Collected data:
● ● ● ●

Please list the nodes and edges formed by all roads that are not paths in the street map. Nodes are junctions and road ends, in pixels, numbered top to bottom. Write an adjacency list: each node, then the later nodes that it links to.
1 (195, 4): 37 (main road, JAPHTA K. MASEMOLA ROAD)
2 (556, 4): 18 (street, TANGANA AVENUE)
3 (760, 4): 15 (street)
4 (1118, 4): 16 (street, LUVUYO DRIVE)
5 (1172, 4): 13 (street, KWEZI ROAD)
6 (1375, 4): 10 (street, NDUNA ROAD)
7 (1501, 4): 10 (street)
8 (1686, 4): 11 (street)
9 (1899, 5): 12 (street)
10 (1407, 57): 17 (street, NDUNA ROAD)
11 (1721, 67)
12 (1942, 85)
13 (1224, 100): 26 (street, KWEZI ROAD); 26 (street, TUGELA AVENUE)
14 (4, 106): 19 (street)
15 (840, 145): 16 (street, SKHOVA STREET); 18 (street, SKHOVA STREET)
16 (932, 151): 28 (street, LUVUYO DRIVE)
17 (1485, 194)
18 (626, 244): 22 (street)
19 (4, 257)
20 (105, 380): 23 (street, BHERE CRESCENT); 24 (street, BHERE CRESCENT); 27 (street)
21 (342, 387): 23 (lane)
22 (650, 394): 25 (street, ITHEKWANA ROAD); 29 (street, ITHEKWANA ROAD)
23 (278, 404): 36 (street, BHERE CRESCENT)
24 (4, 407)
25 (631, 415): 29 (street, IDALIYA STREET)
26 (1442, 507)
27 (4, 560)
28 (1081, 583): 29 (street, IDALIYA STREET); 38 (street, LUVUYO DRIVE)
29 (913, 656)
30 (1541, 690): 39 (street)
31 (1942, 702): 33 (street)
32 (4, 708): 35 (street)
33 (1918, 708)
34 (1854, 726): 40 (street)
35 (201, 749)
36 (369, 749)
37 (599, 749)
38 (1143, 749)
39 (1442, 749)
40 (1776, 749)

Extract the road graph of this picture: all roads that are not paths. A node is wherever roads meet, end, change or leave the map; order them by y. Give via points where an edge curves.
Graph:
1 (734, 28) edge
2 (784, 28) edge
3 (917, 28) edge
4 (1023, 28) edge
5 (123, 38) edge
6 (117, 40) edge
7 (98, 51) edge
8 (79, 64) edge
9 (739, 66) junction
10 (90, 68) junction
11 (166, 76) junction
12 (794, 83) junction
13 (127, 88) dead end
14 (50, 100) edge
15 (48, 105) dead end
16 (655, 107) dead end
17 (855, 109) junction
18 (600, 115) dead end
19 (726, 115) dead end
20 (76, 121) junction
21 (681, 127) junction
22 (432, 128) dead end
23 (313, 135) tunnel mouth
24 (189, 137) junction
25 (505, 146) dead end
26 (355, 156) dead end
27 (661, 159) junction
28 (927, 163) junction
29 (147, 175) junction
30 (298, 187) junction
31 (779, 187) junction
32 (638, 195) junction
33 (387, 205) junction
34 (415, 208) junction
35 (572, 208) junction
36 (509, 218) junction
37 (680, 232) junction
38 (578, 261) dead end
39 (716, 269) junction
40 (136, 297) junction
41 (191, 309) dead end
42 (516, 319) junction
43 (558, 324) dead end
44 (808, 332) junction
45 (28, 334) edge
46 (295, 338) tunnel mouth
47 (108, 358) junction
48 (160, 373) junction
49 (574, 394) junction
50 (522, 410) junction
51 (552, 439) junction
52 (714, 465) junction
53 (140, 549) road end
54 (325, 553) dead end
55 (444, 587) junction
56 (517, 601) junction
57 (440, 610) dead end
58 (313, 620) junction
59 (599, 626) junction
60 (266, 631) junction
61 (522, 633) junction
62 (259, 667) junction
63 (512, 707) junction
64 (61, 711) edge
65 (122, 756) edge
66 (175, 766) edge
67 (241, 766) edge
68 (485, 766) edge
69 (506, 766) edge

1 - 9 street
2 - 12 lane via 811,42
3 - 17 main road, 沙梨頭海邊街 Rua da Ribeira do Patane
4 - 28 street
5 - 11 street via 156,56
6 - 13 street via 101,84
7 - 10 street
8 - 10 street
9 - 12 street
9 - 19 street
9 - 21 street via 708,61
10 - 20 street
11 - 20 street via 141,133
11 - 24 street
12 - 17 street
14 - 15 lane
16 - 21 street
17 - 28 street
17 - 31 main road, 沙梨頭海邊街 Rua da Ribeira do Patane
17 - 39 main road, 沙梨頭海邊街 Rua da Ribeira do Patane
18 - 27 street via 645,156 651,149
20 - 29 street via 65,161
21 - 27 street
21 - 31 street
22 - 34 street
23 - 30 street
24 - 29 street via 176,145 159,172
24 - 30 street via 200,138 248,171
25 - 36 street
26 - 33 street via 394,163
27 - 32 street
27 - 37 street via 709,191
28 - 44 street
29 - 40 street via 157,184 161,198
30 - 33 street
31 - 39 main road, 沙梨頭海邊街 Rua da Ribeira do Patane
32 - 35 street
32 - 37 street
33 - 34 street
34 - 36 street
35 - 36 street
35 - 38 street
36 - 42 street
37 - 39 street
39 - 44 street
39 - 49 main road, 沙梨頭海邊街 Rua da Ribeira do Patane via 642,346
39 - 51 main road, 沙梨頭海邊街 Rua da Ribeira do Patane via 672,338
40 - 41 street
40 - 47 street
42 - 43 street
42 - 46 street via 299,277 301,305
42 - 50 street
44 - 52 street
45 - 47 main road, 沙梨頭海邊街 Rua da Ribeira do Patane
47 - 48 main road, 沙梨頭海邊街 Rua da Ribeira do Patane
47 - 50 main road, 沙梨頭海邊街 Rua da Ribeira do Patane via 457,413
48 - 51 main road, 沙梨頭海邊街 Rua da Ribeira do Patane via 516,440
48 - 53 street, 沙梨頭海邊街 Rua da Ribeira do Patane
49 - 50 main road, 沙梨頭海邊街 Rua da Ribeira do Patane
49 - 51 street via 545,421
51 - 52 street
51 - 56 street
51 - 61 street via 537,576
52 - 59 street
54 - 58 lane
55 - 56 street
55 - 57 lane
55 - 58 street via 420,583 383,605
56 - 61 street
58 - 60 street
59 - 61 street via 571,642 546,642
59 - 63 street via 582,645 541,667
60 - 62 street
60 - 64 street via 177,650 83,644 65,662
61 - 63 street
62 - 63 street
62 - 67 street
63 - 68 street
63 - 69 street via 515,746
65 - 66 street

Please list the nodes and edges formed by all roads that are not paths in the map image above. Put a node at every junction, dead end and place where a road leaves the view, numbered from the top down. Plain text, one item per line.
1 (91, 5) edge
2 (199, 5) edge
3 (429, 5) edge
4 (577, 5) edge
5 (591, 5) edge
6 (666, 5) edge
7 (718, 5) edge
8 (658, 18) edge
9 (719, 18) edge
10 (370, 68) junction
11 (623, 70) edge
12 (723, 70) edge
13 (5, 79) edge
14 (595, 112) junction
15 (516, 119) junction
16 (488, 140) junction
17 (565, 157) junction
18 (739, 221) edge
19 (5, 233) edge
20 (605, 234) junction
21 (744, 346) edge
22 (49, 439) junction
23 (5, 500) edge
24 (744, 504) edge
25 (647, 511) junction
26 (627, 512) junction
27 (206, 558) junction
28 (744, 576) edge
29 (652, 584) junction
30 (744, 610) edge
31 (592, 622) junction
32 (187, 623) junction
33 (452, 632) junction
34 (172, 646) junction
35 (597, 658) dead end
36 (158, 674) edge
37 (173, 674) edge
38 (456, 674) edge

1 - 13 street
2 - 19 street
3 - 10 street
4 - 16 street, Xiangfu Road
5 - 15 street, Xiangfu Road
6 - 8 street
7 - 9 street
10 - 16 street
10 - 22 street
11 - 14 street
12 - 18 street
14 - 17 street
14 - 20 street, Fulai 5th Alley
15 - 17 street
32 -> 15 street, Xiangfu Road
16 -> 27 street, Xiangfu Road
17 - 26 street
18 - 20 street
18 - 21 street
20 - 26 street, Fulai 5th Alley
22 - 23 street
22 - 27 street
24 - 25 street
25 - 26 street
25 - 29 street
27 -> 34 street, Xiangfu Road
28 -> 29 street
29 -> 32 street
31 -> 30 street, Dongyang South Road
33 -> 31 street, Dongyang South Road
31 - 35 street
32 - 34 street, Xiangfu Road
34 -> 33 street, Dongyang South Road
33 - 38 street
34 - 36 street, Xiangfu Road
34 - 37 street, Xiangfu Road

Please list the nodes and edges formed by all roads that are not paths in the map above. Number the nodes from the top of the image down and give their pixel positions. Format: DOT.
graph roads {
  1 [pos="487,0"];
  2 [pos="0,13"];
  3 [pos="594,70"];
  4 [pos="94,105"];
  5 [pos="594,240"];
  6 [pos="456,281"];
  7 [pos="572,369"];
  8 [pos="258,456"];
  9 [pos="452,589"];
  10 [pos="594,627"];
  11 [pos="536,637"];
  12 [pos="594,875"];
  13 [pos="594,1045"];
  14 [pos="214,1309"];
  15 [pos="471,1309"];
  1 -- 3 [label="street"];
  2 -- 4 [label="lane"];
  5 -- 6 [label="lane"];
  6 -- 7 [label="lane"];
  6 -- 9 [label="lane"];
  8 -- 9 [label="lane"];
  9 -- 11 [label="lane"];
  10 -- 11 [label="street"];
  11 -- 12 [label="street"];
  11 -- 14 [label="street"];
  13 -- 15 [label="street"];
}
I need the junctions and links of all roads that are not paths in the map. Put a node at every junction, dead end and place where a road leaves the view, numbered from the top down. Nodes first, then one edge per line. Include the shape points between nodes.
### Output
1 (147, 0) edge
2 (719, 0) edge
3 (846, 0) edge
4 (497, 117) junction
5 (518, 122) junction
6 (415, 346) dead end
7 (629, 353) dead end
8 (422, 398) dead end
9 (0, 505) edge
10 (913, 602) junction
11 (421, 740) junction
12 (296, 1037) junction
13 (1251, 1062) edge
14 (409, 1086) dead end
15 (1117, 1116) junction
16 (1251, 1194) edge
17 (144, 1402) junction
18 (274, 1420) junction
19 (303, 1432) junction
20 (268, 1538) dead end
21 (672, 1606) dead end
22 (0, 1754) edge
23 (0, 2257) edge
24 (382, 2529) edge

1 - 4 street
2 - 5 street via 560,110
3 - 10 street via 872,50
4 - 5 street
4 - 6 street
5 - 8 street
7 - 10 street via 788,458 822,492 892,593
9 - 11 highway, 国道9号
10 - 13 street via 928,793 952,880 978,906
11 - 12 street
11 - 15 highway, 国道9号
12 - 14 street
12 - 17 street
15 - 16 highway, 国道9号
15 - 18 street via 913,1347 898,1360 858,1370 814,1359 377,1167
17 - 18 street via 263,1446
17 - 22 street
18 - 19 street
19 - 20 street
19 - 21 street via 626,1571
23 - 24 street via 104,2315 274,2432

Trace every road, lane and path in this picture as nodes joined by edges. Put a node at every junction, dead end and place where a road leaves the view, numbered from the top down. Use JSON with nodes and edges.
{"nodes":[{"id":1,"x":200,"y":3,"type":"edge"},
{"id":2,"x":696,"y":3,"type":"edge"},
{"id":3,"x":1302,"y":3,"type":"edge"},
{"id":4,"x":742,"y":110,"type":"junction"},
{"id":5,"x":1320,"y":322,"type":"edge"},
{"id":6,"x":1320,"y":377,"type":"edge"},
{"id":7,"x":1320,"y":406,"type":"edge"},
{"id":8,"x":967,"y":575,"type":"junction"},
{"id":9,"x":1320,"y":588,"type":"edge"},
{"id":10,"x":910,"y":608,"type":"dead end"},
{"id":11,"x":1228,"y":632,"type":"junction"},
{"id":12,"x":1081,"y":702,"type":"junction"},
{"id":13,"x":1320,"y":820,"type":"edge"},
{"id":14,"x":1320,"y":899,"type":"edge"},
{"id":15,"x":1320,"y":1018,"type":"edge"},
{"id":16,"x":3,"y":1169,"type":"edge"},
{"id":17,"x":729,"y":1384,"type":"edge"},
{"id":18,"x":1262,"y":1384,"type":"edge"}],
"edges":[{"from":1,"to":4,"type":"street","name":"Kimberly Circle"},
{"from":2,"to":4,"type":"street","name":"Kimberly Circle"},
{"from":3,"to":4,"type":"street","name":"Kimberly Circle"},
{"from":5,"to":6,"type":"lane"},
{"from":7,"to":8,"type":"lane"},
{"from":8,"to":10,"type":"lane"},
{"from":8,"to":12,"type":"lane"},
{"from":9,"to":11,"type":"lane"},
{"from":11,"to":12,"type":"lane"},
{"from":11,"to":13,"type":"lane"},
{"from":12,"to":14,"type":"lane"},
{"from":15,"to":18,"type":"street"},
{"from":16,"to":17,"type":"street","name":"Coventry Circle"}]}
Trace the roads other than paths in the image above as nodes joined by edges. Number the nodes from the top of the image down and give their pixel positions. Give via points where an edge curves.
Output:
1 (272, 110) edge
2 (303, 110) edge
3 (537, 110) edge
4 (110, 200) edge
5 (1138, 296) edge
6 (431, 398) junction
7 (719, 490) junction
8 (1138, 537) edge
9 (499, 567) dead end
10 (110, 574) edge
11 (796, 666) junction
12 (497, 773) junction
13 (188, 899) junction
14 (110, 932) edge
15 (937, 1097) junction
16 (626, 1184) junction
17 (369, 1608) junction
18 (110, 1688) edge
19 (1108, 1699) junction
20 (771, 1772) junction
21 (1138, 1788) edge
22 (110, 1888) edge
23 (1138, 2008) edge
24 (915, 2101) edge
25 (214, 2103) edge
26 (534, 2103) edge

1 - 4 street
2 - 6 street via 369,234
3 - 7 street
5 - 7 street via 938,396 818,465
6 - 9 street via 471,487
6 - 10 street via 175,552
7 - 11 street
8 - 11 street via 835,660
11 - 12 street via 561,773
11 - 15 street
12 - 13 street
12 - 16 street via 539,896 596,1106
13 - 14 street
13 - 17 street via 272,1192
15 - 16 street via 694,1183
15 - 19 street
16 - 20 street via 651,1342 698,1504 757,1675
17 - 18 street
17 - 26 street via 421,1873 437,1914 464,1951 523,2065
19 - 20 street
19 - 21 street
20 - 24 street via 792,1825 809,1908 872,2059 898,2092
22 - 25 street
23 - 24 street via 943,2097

● ● ● ●

Lines holding the word "Ribeira" are the answer; copy each one from the records above.

3 - 17 main road, 沙梨頭海邊街 Rua da Ribeira do Patane
17 - 31 main road, 沙梨頭海邊街 Rua da Ribeira do Patane
17 - 39 main road, 沙梨頭海邊街 Rua da Ribeira do Patane
31 - 39 main road, 沙梨頭海邊街 Rua da Ribeira do Patane
39 - 49 main road, 沙梨頭海邊街 Rua da Ribeira do Patane via 642,346
39 - 51 main road, 沙梨頭海邊街 Rua da Ribeira do Patane via 672,338
45 - 47 main road, 沙梨頭海邊街 Rua da Ribeira do Patane
47 - 48 main road, 沙梨頭海邊街 Rua da Ribeira do Patane
47 - 50 main road, 沙梨頭海邊街 Rua da Ribeira do Patane via 457,413
48 - 51 main road, 沙梨頭海邊街 Rua da Ribeira do Patane via 516,440
48 - 53 street, 沙梨頭海邊街 Rua da Ribeira do Patane
49 - 50 main road, 沙梨頭海邊街 Rua da Ribeira do Patane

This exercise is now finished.